(MATERIAL TO PROCESS begins)

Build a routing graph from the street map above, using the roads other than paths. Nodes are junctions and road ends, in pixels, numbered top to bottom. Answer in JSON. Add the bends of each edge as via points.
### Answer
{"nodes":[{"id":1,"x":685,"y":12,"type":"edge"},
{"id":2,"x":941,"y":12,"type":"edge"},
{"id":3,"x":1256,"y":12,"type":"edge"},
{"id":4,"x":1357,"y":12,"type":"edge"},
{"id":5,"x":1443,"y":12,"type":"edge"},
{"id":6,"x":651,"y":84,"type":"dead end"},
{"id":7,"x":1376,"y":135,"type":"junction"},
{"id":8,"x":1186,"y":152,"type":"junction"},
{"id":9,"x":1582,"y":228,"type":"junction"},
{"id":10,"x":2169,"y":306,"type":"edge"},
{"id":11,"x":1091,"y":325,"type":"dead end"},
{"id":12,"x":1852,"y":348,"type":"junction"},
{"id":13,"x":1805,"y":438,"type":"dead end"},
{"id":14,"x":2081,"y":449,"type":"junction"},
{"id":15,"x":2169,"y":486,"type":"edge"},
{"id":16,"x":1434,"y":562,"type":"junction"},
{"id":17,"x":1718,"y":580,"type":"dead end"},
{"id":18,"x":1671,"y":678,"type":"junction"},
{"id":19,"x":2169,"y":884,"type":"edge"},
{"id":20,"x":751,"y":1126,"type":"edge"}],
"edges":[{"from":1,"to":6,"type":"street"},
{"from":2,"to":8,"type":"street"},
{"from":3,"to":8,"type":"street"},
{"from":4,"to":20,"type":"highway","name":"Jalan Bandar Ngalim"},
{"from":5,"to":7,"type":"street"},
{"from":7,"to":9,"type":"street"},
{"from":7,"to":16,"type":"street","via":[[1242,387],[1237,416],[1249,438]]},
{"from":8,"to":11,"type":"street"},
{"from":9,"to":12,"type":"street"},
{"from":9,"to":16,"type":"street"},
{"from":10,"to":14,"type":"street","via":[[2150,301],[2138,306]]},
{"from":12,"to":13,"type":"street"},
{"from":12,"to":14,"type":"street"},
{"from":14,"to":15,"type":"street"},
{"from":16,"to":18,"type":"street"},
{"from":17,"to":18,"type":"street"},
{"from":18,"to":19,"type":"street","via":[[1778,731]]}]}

(MATERIAL TO PROCESS ends)

### ASSIGNMENT
The response consists of the lines above that contain "dead".

### ANSWER SPACE
{"id":6,"x":651,"y":84,"type":"dead end"},
{"id":11,"x":1091,"y":325,"type":"dead end"},
{"id":13,"x":1805,"y":438,"type":"dead end"},
{"id":17,"x":1718,"y":580,"type":"dead end"},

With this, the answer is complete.